Saturday 17 January 2015

Humbled

My husband and I almost got into a huge fight today. We're moving to a new place in two weeks, so we spent our Saturday afternoon sorting and packing some of our stuff. My husband apologized to the prospective tenant for having to view our room while it was in a state of mess. When the guy left, I told my husband that he shouldn't have apologized -- well, we're moving out soon, what can he expect?? A messy room, NATURALLY.
It obviously upset him. I sensed the tension in his tone as he asked what's the point of telling him off, when it clearly wouldn't change anything anymore. It got me so annoyed because I thought it was such a condescending response from him. I expressed that I didn't deserve to be responded to that way because what I said was just so simple and straightforward. He said that he was offended. To which I replied that correcting him was not meant to offend him. And I went on to accuse him of having double standards because he has corrected me in the past, but I never took offense to it. Can you imagine how irked he was at that point? (In hindsight, comparing myself with him was even worse) You see, it's a struggle for my husband to make a rebuttal when he's at the peak of his emotions. He has to be calm and composed to gather his thoughts. Of course, that seems impossible when you're in the moment of dealing with anger. His inability to "counter-attack" immediately would seriously frustrate him, which would lead to a major drama-filled argument. In the contrary, I am always ready with an answer. E says it's like I'm unleashing my inner lawyer/debater whenever we argue. Oops.

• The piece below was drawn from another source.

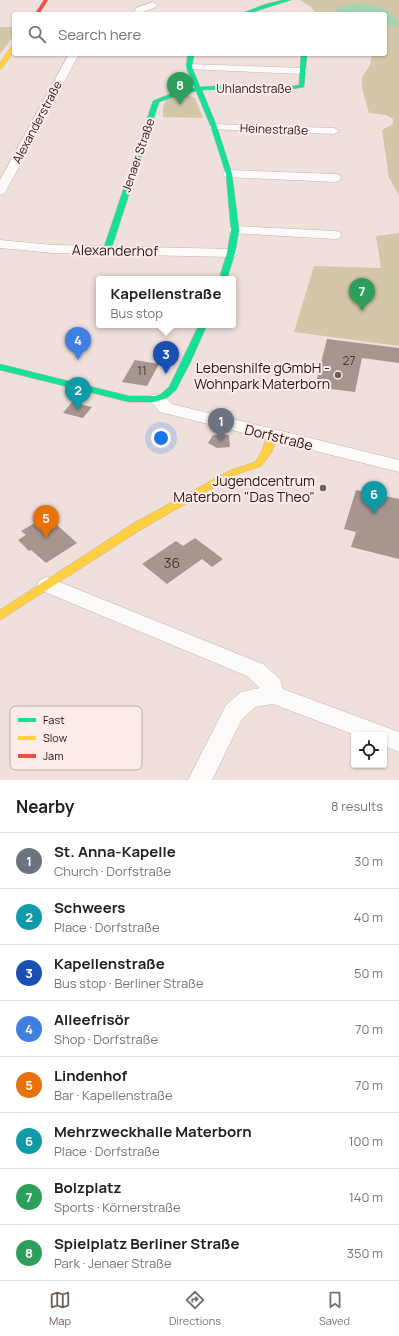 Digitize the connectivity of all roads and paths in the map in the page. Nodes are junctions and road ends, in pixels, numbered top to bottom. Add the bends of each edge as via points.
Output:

I stayed silent and tried to ignore him as he whimpered to himself. I was expecting him to confront me again, so I was sort of 'preparing' in my head. About five minutes later, he called me: "Baby..." in a very calm tone. To my surprise, he asked me to lay down beside him. As much as I was touched by his unexpected mood shift in such a short span of time, I also felt guilty for thinking the worse of him. So I lay down beside him and he just embraced me without saying a word. Two minutes later, he explained why he felt offended earlier. Turns out, my correction was said in a harsh tone. I felt so embarrassed for not even realizing it!  E explained that he was just trying to be polite to the prospective tenant, that's why he apologized. He said that he could have humbly accepted my correction if it was said in a nicer tone.
I felt so bad realizing how careless I was that I've hurt my husband's feelings. I hugged him so tightly and said sorry for my words and actions that were uncalled for. He hugged me back and kissed me on the forehead. Thank You Lord for blessing me with a forgiving husband.
Our little argument could have snowballed into something worse, but my husband chose to initiate a gracious way of settling our misunderstanding -- even if it's not his fault. I WAS DEEPLY HUMBLED. This experience taught me these things:
1. Do not assume the worst of your partner. He/She deserves to be given the benefit of the doubt. Remember, loving a person means always having his/her best interests at heart.
2. The way you say something makes all the difference. I think the quote below best explains this.
conflict
3. You can initiate to make amends even if you are not at fault. Being able to do this is a sign of humility and maturity. It also says a lot about just how much you love your partner, giving more importance to your relationship than your hurt feelings.
4. It is important in a marriage to be good forgivers. I pray to have a heart that is always willing to ask for forgiveness, as well as to forgive. Whenever I struggle in this area, I think about Jesus and how many times He has forgiven us despite committing the same sins over and over again. If Jesus can forgive THAT much -- considering that He took our place on the cross and saved us from our sins -- then why can't we, more so the person we love most?